§ **Work instruction**: Work out how many lines below hold the string "Hatters" and state only that figure.

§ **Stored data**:

+--

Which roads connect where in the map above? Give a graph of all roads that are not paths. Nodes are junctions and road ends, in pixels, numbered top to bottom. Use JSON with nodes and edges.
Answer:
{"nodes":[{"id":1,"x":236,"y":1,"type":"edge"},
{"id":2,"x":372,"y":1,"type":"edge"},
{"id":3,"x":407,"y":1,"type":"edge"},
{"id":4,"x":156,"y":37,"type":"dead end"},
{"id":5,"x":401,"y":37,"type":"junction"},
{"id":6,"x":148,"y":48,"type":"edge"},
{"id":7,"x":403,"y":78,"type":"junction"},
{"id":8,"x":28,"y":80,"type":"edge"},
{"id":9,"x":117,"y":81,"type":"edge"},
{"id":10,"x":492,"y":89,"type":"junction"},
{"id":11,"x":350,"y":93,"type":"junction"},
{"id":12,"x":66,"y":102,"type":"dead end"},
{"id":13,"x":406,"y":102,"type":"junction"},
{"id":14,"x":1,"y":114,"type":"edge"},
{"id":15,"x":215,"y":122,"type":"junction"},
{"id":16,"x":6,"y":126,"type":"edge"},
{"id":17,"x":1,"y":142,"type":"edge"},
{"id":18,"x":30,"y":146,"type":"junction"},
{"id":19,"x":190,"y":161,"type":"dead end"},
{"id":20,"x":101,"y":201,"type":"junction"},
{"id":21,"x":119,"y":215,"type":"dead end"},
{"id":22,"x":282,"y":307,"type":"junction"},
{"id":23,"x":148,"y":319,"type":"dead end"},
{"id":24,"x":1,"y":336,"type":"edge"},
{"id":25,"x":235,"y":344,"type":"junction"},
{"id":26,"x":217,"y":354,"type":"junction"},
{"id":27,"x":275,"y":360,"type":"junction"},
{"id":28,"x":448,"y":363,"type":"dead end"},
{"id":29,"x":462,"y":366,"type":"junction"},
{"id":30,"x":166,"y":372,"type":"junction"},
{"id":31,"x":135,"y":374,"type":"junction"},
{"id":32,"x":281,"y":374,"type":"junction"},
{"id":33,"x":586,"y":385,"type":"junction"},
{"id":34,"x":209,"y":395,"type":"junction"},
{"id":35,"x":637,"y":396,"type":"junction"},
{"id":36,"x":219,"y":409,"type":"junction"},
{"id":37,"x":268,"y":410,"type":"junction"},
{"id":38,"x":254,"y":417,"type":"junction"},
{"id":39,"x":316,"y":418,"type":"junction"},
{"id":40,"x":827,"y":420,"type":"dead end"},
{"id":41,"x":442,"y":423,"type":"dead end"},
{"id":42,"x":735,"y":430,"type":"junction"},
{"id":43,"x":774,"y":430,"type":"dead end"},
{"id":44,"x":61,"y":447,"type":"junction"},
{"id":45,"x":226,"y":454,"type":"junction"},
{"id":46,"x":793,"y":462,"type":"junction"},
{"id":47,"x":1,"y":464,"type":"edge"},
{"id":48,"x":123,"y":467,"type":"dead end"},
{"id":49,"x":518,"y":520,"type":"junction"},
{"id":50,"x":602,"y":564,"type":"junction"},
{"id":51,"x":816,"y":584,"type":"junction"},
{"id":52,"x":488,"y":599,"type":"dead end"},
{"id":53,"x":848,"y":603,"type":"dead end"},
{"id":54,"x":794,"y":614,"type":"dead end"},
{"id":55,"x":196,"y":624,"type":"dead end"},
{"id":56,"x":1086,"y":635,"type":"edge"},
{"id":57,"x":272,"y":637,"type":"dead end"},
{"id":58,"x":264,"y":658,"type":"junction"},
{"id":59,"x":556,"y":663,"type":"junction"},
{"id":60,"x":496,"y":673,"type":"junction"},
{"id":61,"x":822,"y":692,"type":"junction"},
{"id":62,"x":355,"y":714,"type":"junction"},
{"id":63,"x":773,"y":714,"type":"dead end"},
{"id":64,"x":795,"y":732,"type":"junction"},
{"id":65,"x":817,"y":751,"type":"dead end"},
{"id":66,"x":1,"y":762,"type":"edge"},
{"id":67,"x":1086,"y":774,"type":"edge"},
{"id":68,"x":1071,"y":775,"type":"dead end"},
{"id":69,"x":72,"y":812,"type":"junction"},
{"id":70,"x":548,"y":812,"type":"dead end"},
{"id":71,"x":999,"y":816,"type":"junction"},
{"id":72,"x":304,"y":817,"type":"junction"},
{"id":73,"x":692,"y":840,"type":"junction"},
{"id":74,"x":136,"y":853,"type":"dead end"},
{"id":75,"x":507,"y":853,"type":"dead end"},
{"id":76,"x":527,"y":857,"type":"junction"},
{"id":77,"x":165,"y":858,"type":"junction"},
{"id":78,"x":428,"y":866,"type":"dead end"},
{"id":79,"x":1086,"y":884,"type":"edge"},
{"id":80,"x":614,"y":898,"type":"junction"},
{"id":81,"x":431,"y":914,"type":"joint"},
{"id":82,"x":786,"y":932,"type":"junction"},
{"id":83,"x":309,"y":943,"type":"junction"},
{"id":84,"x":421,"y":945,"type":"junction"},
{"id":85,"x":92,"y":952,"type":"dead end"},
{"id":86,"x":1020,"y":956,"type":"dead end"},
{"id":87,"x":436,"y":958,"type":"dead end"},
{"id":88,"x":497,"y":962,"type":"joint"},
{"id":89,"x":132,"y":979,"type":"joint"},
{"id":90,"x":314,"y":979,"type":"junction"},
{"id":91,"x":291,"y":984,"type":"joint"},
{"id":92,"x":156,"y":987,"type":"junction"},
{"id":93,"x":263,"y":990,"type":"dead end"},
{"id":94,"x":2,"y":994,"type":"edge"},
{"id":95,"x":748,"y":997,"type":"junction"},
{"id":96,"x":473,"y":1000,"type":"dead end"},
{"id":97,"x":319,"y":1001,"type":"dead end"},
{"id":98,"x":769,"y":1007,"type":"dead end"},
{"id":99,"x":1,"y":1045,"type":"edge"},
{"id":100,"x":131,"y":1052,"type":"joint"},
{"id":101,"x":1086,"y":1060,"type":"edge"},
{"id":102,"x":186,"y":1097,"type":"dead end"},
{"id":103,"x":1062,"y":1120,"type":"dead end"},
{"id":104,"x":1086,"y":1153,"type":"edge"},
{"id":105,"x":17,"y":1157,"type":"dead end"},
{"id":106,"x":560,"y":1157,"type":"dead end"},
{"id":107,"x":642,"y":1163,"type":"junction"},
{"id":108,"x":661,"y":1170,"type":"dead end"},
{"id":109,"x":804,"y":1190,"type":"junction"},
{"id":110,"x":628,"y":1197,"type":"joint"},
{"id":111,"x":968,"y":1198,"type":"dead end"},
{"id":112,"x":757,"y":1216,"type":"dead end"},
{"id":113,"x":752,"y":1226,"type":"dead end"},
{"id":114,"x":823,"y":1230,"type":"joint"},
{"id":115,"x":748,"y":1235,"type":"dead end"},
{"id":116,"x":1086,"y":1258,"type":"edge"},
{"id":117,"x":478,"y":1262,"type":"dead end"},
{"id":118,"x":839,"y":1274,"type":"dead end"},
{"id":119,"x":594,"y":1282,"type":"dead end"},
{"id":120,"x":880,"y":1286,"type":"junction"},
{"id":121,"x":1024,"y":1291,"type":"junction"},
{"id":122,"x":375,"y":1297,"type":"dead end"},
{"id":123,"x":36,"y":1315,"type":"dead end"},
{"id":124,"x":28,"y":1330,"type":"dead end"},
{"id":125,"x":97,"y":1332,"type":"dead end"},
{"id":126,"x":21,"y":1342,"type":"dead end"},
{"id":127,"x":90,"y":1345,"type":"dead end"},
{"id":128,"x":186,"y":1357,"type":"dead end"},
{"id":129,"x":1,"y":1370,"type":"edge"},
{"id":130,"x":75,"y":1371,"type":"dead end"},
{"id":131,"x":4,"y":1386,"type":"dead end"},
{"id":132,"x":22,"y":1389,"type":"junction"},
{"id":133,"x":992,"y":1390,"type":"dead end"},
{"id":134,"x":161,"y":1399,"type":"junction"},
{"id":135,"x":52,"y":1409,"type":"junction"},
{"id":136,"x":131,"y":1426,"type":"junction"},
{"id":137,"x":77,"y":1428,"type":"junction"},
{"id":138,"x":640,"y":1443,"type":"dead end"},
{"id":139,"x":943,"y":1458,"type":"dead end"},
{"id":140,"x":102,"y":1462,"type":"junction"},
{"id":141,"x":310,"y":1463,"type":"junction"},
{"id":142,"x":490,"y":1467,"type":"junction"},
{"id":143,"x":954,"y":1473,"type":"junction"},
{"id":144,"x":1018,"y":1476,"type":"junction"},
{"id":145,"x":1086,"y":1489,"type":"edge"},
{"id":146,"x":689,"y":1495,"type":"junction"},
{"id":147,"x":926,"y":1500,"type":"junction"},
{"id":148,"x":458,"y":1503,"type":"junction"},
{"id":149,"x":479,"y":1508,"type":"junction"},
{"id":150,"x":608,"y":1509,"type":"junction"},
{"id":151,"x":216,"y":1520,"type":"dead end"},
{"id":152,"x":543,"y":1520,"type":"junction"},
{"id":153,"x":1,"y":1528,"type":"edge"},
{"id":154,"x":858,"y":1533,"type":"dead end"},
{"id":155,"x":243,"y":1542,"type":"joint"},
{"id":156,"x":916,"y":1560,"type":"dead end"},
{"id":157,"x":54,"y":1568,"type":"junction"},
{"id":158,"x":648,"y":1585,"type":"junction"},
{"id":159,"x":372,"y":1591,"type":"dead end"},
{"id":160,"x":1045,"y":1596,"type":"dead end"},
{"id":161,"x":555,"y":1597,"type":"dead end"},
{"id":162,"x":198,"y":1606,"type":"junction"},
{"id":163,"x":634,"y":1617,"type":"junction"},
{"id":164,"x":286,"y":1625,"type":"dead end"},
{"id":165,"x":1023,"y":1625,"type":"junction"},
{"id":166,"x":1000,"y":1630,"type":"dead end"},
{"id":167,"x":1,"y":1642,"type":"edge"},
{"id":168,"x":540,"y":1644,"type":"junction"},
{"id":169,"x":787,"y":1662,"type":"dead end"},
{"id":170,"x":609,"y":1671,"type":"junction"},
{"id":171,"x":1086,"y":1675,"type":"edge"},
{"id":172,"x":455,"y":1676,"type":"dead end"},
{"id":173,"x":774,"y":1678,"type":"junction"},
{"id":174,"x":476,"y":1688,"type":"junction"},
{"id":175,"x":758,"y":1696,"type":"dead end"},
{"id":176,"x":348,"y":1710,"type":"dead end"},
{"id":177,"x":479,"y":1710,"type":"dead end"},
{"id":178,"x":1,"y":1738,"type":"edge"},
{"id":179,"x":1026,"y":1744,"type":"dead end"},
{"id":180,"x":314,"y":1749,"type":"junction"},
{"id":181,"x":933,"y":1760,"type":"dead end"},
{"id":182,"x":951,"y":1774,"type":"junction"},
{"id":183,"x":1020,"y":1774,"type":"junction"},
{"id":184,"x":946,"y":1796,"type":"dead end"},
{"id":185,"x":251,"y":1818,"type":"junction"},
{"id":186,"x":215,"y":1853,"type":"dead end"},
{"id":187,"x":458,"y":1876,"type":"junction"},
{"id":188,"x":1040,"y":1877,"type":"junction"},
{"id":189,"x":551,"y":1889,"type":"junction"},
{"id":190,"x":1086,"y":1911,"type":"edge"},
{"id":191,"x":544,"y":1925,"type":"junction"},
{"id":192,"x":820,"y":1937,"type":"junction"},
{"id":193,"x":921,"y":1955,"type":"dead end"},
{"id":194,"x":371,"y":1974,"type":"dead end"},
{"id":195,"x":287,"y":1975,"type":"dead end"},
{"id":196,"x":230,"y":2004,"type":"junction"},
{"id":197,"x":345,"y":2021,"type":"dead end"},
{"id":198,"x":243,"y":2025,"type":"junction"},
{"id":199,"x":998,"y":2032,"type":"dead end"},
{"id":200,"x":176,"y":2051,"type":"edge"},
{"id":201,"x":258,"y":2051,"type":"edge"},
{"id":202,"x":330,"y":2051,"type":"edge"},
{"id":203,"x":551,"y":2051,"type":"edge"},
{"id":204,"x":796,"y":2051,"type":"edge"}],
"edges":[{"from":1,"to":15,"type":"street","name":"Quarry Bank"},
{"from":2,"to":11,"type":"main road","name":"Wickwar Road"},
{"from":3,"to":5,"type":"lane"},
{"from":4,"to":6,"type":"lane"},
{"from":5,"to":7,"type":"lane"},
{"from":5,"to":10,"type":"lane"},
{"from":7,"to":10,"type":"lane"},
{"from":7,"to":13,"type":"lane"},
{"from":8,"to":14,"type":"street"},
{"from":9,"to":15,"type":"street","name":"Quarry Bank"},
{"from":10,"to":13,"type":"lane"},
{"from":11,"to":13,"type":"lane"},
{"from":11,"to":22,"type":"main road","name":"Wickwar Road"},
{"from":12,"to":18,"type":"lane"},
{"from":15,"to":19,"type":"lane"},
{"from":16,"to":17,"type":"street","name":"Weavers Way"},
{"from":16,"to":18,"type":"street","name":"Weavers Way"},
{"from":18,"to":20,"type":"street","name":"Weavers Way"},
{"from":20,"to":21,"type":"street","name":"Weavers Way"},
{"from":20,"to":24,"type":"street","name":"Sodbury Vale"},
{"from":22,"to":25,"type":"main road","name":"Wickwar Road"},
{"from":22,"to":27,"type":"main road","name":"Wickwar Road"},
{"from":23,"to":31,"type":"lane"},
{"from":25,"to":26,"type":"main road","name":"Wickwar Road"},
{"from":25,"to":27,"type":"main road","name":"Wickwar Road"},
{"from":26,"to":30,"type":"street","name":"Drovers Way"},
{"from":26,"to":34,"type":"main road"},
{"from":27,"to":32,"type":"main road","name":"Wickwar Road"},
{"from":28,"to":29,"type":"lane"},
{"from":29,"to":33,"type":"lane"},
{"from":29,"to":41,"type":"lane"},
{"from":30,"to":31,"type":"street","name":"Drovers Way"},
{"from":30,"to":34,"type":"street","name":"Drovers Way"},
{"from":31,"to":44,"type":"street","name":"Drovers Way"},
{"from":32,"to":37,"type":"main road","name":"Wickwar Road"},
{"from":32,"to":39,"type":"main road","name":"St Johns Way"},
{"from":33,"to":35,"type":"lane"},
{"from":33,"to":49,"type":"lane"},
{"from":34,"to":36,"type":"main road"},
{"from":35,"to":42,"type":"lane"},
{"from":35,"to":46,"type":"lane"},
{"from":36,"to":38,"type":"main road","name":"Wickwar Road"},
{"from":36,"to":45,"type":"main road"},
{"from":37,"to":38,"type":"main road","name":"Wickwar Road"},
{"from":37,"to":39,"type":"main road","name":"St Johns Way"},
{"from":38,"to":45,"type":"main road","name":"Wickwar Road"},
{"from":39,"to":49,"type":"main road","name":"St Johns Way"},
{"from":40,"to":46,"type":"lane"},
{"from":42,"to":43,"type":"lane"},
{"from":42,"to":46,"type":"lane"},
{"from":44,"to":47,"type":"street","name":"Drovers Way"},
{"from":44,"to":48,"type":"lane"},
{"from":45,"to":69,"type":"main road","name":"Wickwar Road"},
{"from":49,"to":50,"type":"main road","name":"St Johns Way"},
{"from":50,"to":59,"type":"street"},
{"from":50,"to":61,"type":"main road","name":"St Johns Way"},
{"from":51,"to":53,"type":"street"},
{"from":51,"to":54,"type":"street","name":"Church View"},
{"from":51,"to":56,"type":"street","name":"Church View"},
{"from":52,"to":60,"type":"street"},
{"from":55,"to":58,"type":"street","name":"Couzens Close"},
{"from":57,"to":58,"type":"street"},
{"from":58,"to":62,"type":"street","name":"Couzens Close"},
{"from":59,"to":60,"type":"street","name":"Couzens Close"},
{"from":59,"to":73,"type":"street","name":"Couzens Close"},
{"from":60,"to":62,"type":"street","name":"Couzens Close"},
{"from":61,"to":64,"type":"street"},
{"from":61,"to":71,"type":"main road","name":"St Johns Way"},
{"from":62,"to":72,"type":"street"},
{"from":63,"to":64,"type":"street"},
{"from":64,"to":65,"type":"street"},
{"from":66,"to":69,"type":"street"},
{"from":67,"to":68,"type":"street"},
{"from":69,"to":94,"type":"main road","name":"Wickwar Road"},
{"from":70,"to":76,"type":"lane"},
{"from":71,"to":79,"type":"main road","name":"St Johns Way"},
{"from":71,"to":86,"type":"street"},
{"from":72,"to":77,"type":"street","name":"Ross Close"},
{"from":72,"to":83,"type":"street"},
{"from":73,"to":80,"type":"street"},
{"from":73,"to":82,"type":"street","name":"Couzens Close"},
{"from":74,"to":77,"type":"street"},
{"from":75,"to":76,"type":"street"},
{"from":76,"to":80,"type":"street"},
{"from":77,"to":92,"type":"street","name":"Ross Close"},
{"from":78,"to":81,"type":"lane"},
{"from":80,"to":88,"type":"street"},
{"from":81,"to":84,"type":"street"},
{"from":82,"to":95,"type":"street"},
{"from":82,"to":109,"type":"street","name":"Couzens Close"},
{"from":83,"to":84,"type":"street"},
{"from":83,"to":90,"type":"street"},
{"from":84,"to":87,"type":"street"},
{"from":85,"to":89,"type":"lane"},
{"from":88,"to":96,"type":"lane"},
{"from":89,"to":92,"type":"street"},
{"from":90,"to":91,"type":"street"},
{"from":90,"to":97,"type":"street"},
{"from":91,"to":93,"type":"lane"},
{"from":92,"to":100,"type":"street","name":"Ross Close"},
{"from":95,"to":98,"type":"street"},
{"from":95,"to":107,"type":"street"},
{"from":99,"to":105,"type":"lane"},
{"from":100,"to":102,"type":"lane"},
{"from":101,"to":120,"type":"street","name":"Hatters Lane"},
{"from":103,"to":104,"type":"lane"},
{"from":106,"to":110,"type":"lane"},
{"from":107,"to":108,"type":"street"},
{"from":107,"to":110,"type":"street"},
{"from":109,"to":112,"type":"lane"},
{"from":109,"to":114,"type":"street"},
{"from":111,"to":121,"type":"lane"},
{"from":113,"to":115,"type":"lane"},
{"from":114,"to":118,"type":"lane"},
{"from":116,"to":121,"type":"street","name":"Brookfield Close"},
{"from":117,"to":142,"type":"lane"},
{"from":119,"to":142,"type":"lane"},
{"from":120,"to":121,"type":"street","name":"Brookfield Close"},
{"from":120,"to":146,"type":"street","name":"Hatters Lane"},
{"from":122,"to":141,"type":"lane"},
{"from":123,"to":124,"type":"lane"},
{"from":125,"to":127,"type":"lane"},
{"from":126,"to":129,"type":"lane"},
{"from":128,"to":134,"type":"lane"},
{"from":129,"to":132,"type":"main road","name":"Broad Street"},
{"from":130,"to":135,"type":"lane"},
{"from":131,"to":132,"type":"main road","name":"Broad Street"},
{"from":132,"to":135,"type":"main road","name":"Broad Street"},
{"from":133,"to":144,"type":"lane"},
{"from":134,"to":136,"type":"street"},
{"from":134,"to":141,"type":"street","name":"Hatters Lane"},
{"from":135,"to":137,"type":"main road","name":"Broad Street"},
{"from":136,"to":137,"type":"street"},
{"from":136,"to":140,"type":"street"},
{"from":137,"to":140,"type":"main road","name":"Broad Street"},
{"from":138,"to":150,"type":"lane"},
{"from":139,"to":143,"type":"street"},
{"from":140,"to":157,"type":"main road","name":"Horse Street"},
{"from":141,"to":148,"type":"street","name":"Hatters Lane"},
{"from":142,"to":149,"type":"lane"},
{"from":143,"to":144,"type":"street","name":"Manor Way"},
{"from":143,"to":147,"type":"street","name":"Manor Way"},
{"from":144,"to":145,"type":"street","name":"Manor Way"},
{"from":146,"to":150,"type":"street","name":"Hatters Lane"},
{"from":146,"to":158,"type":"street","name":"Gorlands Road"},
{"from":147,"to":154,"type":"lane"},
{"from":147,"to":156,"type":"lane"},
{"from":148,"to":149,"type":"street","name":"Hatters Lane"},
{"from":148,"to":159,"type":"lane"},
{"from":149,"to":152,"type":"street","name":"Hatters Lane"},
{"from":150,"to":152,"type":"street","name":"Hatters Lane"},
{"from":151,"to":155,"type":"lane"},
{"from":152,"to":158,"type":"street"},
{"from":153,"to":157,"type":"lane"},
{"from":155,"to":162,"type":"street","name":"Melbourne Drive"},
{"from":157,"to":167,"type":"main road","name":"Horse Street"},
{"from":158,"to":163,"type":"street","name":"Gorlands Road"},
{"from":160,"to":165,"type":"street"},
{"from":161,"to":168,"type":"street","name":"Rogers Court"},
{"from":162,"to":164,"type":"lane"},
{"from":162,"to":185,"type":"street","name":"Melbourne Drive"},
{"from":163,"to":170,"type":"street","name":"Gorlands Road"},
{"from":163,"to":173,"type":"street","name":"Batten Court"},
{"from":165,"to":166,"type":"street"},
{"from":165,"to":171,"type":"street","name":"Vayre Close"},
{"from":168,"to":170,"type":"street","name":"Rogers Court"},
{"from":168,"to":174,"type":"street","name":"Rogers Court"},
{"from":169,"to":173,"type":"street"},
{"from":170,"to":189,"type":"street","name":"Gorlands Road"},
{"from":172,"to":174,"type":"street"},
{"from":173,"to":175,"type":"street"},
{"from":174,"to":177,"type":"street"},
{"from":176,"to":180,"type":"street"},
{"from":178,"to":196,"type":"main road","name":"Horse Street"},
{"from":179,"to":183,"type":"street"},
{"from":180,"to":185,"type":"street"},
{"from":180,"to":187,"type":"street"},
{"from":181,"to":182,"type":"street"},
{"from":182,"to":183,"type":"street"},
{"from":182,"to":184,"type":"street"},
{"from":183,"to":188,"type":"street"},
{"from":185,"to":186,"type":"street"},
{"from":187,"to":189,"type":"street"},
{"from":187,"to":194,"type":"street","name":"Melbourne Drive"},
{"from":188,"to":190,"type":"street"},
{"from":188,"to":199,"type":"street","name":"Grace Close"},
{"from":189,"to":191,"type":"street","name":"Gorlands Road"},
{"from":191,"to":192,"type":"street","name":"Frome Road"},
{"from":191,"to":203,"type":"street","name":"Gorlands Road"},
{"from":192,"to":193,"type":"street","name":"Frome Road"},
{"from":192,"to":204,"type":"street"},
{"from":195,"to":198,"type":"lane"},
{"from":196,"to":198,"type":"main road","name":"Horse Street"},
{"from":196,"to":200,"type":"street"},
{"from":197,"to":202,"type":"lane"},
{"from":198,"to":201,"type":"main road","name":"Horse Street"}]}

+--

§ **Result**: 8